Automation in quantum logic experiments with cold molecular ions

TL;DR

This paper introduces a fully automated control system for cold molecular ion experiments, significantly increasing efficiency and enabling robust, unsupervised quantum logic measurements with scalable design.

Contribution

The authors develop a modular, automated control system that enhances experimental throughput and robustness in cold molecular ion quantum logic experiments.

Findings

Increased experimental cycles by about ten times compared to manual operation.

Achieved about eight times more loaded molecules in practical situations.

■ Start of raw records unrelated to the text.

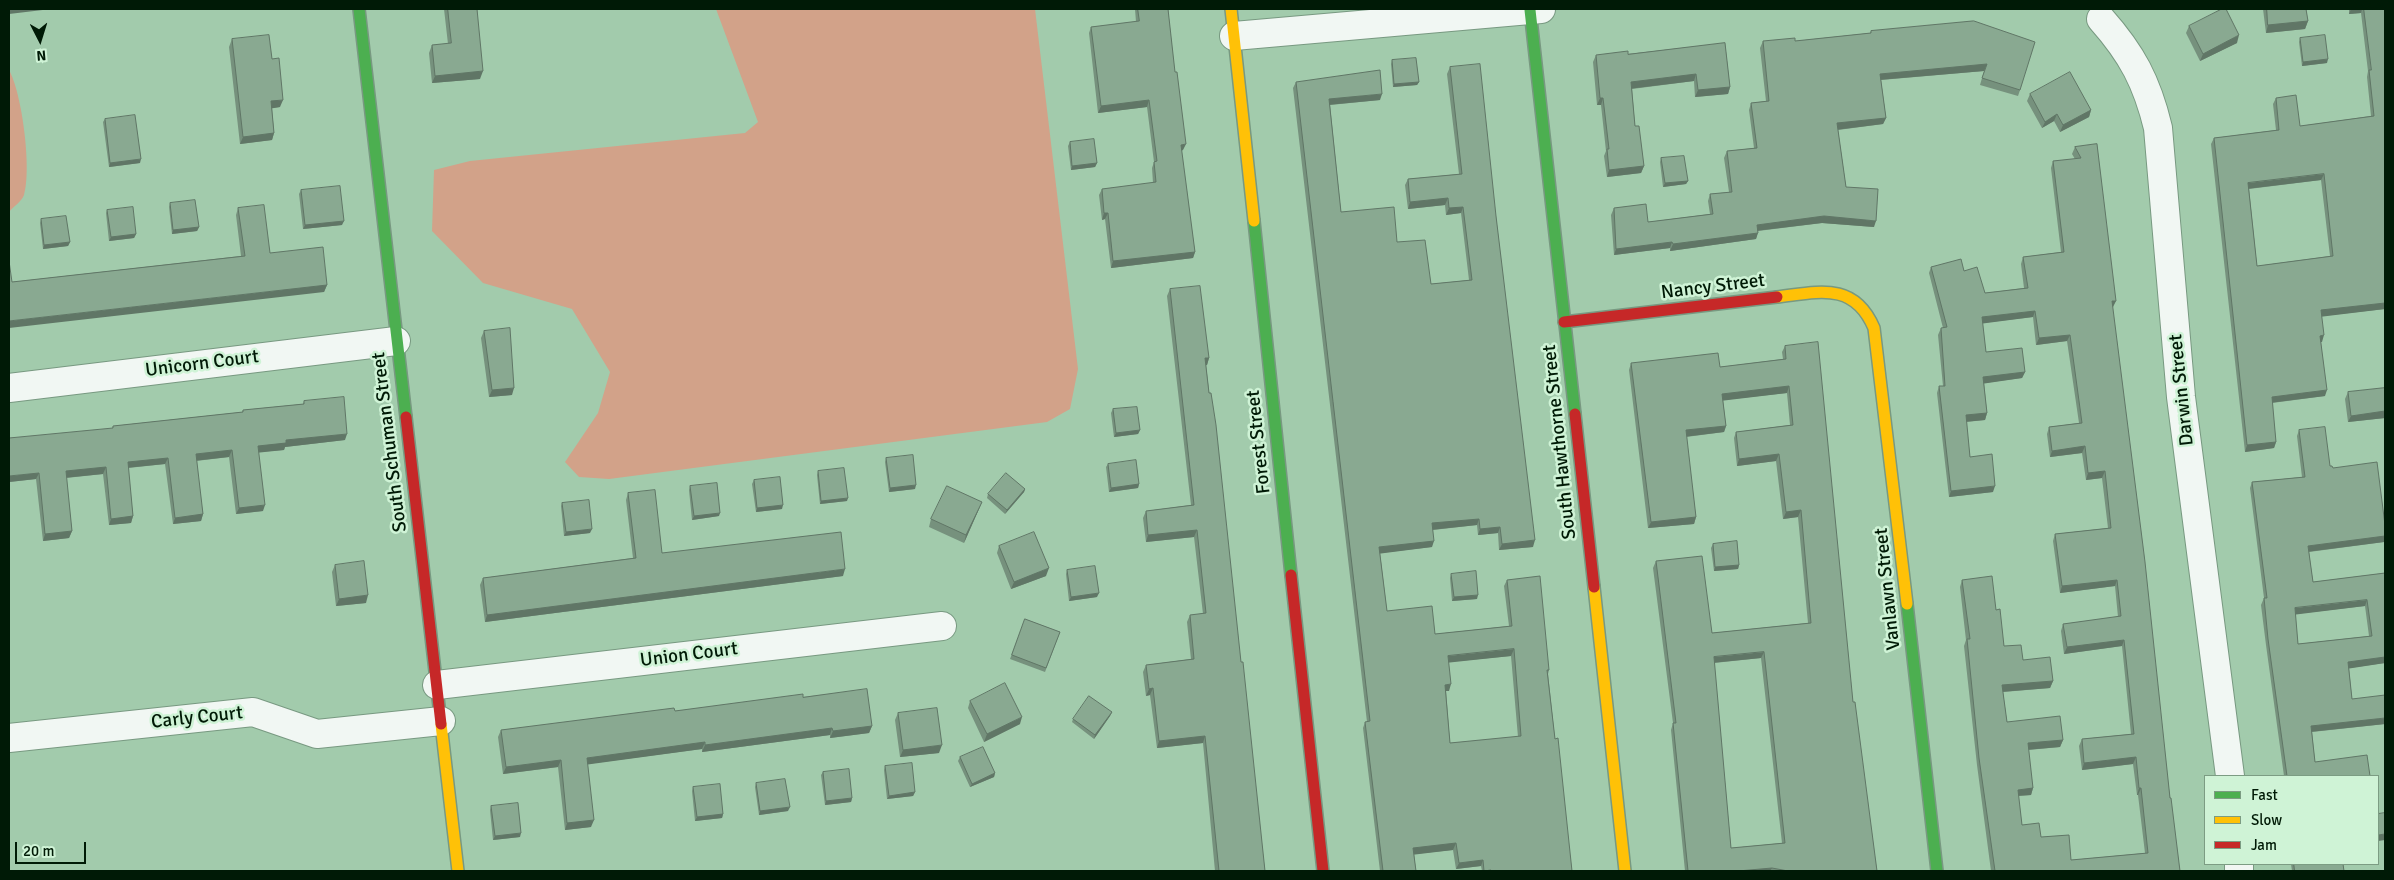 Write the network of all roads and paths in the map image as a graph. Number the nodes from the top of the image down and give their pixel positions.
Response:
1 (359, 9) edge
2 (1231, 9) edge
3 (1536, 9) edge
4 (2103, 12) edge
5 (1234, 36) junction
6 (1862, 307) joint
7 (1564, 322) junction
8 (396, 341) junction
9 (9, 388) edge
10 (942, 626) dead end
11 (437, 685) junction
12 (441, 721) junction
13 (9, 738) edge
14 (2230, 775) edge
15 (458, 871) edge
16 (1323, 871) edge
17 (1625, 871) edge
18 (1937, 871) edge

1 - 8 street, South Schuman Street
2 - 5 street, Forest Street
3 - 5 street
3 - 7 street, South Hawthorne Street
4 - 14 street, Darwin Street
5 - 16 street, Forest Street
6 - 7 street, Nancy Street
6 - 18 street, Vanlawn Street
7 - 17 street, South Hawthorne Street
8 - 9 street, Unicorn Court
8 - 11 street, South Schuman Street
10 - 11 street, Union Court
11 - 12 street, South Schuman Street
12 - 13 street, Carly Court
12 - 15 street, South Schuman Street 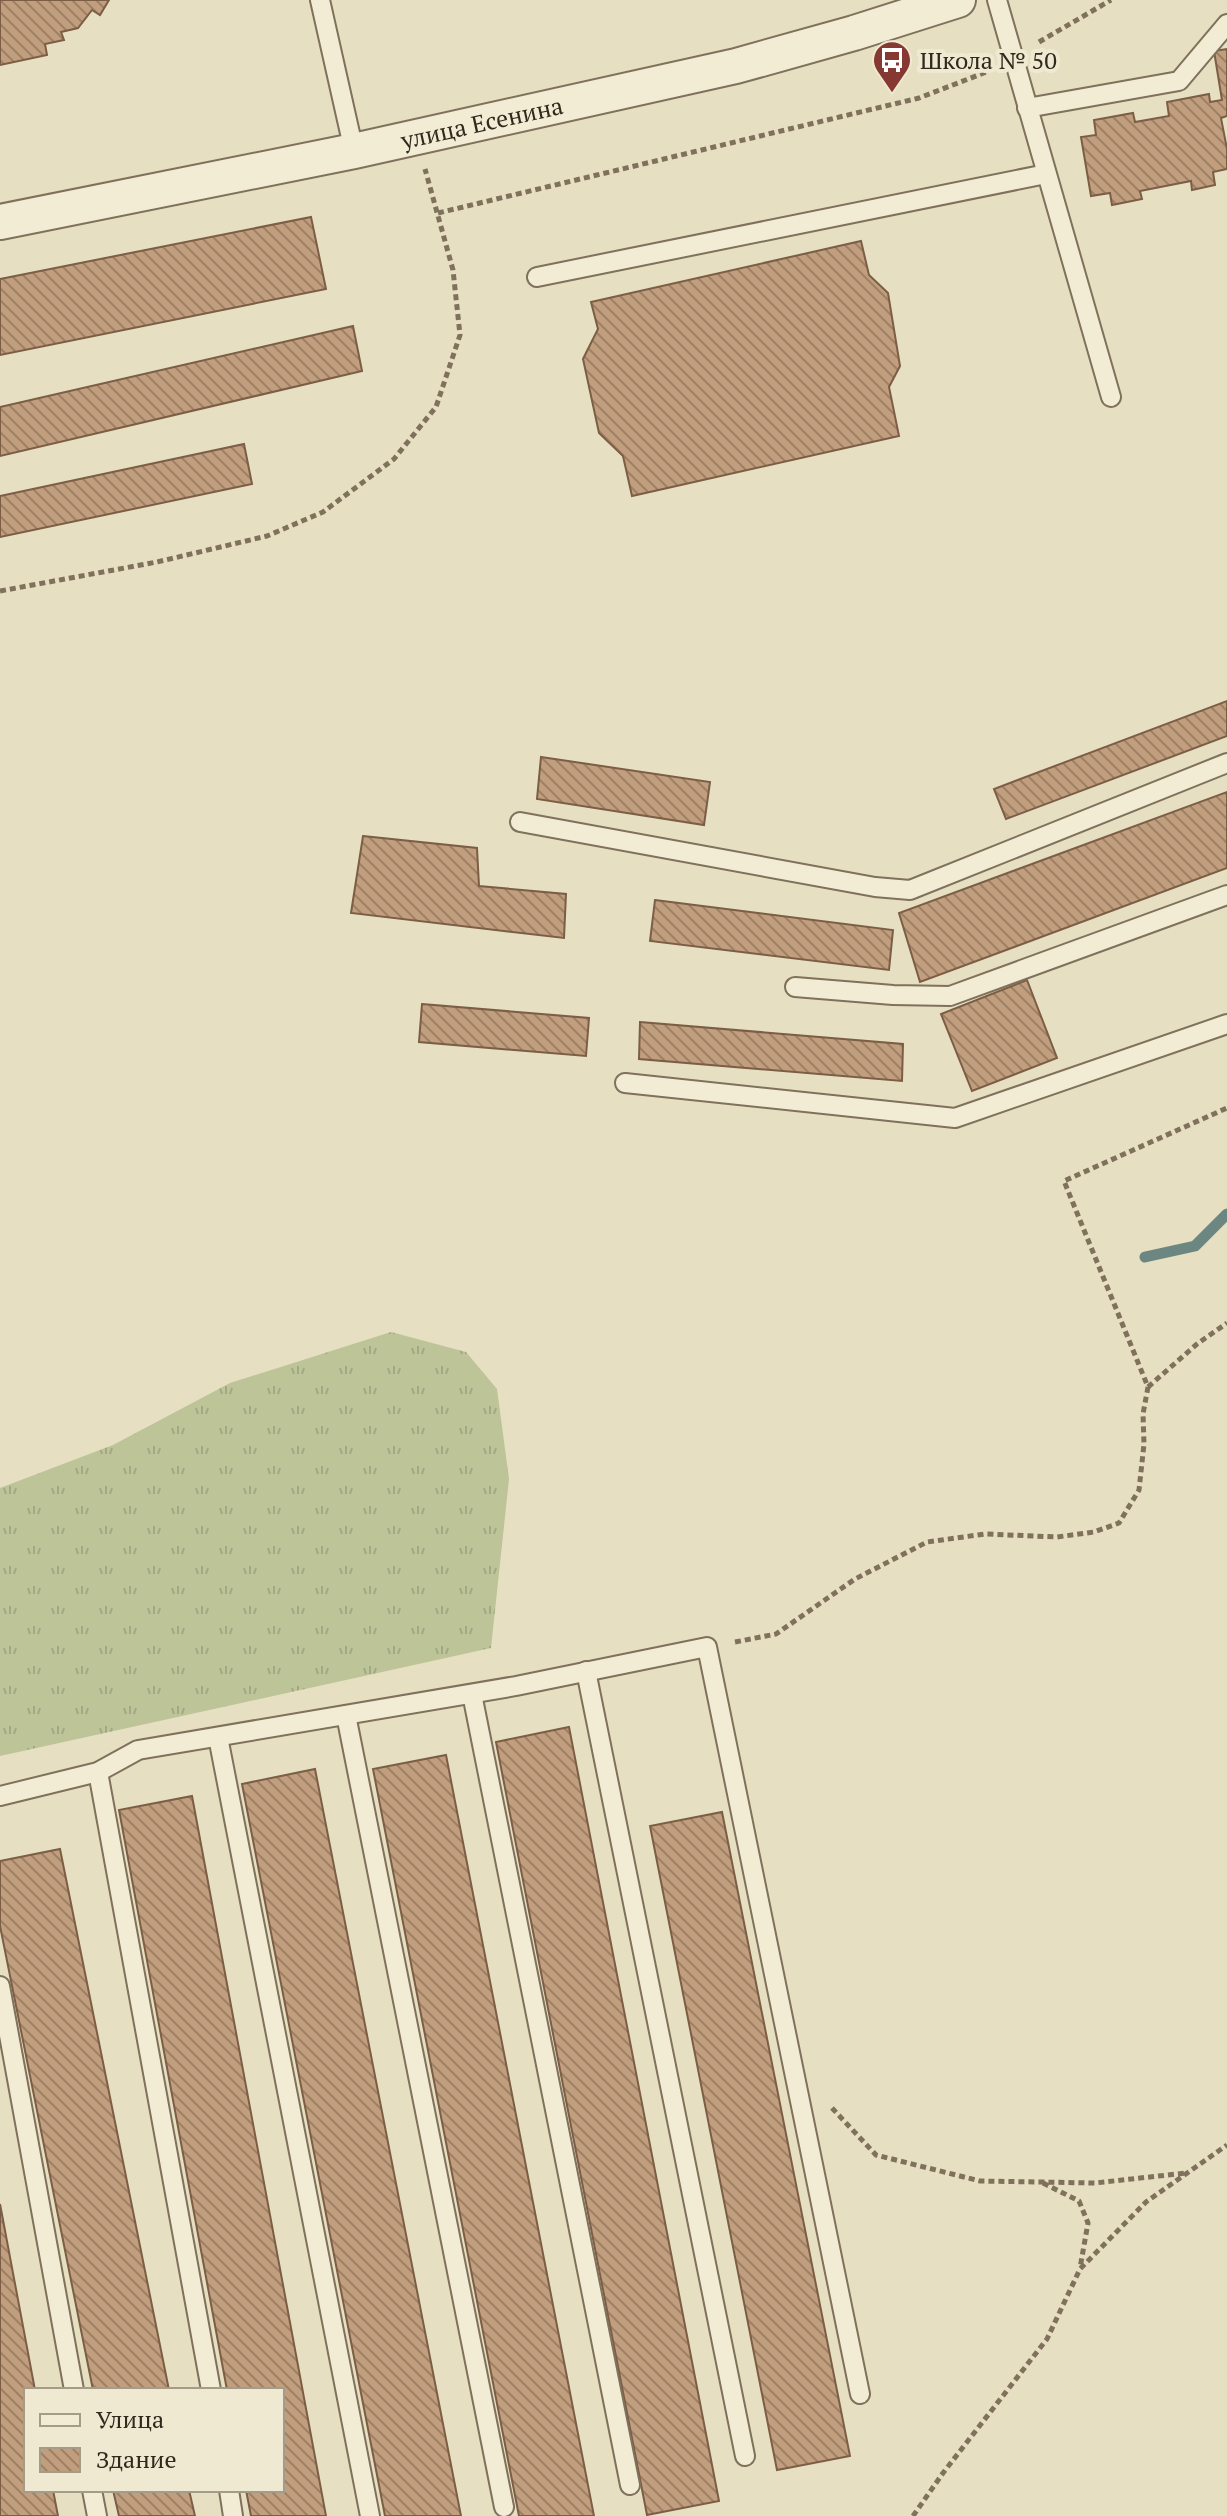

Enabled long-term, unsupervised quantum-logic spectroscopy with real-time data analysis.

Abstract

Modern experiments with cold molecular ions have reached a high degree of complexity requiring frequent sample preparation, state initialization and protocol execution while demanding precise control over multiple devices and laser sources. To maintain a high experimental duty cycle and robust measurement conditions, automation becomes essential. We present a fully automated control system for the preparation of trapped state-selected molecular ions and subsequent quantum logic-based experiments. Adaptive feedback routines based on real-time image analysis introduce and identify single molecular ions in atomic-ion Coulomb crystals. By appropriate manipulation of the trapping potentials, excess atomic ions are released from the trap to produce dual-species two-ion strings, here Ca$^+-$N$_2^+$. After mass and state identification of the molecular ion, nanosecond-level synchronization of laser pulses employing the Sinara/ARTIQ framework and real-time data analysis enable quantum-logic-spectroscopic measurements. The present automated control system enables robust, unsupervised operation over extended periods resulting in an increase of the number of experimentation cycles by about a factor of ten compared to manual operation and a factor of about eight in loaded molecules in typical practical situations. The modular, distributed design of the system provides a scalable blueprint for similar molecular-ion experiments.